The New York Review of Books: Putin’s Russia: Revolution, What Revolution?

In 1996, November 7 changed once more, becoming “The Day of Accord and Reconciliation.” The following year, President Yeltsin, himself a former Communist Party official, called for atonement and forgiveness during the overdue burial of Tsar Nicholas and his family (they’d been murdered in 1918, just two months before “The Day of the Proletarian Revolution” was instituted).  [...]

The choice of November 4 was not random. The new holiday is tied to an episode of seventeenth-century Russian history that signified the end of the Times of Trouble, a fifteen-year period of political crises, famines, and foreign interventions that followed the demise of the Rurik dynasty in 1598. In early November 1612, a volunteer army chased Polish-Lithuanian occupiers out of Moscow. Three months later, a new tsar was appointed. It was then, said Patriarch Alexei in 2004, that the “Russian citizens of many confessions and nationalities overcame division, a powerful enemy and led the country to the stable civil peace.” Also, according to the Orthodox Church canon, November 4 had been celebrated before the Revolution as “The Day of the Kazan Icon of the Most Holy Theotokos,” with special liturgies and religious processions. [...]

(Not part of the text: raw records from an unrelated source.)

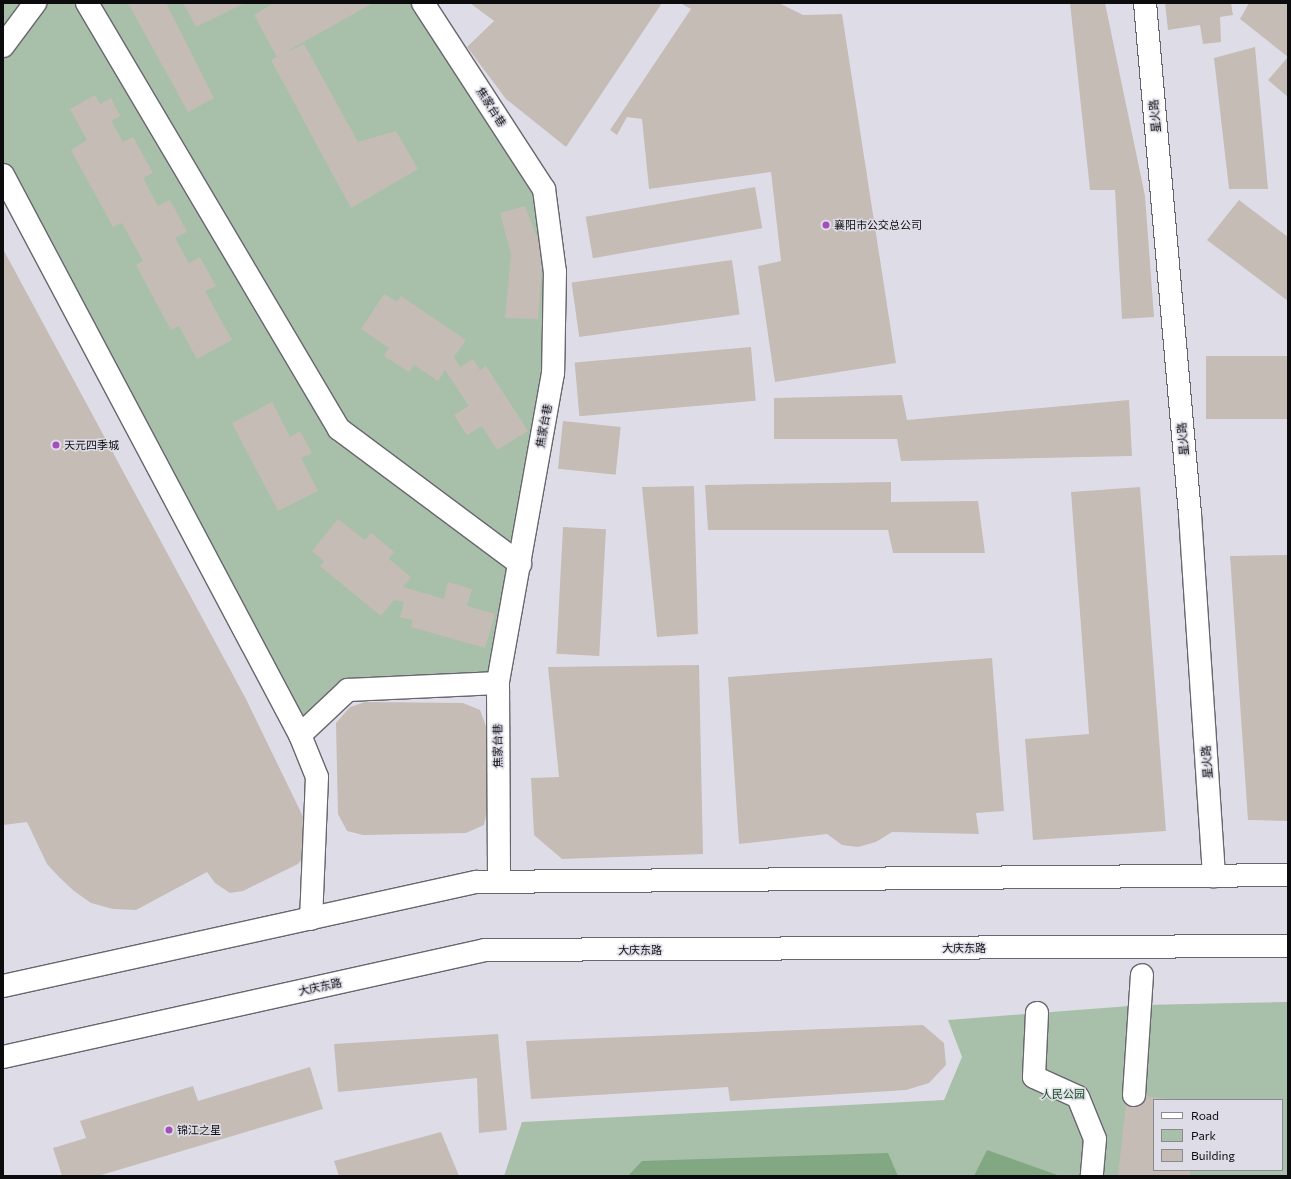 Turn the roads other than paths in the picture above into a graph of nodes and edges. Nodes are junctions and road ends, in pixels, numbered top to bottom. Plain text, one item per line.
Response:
1 (35, 3) edge
2 (87, 3) edge
3 (423, 3) edge
4 (1145, 3) edge
5 (3, 46) edge
6 (3, 175) edge
7 (520, 564) junction
8 (498, 683) junction
9 (300, 735) junction
10 (1288, 875) edge
11 (1214, 876) junction
12 (499, 882) junction
13 (311, 919) junction
14 (1288, 946) edge
15 (3, 970) edge
16 (77, 970) junction
17 (1142, 975) dead end
18 (3, 986) edge
19 (1037, 1013) dead end
20 (7, 1058) edge
21 (1134, 1095) dead end
22 (1092, 1176) edge

1 - 5 street
2 - 7 street
3 - 7 street, 焦家台巷
4 - 11 street, 星火路
6 - 9 street
7 - 8 street, 焦家台巷
8 - 9 street
8 - 12 street, 焦家台巷
9 - 13 street
10 - 11 street
11 - 12 street
12 - 13 street
13 - 16 street
14 - 20 street, 大庆东路
15 - 16 street
16 - 18 street
17 - 21 street
19 - 22 street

Alongside this effort to rebrand the Revolution, the symbols of the ancien régime that the proletarian radicals once fought against have been craftily revived. Back in 2014, the four-hundred-year anniversary of the Romanov dynasty was celebrated with lavish exhibitions, TV documentaries, and an imperial ball at the Kremlin. School history books have been revised to recast Romanov rule in positive terms: Peter the Great as a noble reformer, Catherine the Great as an enlightened empress, Alexander III as a fierce fighter against domestic terrorism, and Nicholas II as a martyr of the “revolutionary plague.” Such drastic reversals of historical narrative in a country that spent most of the twentieth century demonizing its former imperial rulers as “bloody tyrants” was bound to scramble ideological circuits for some.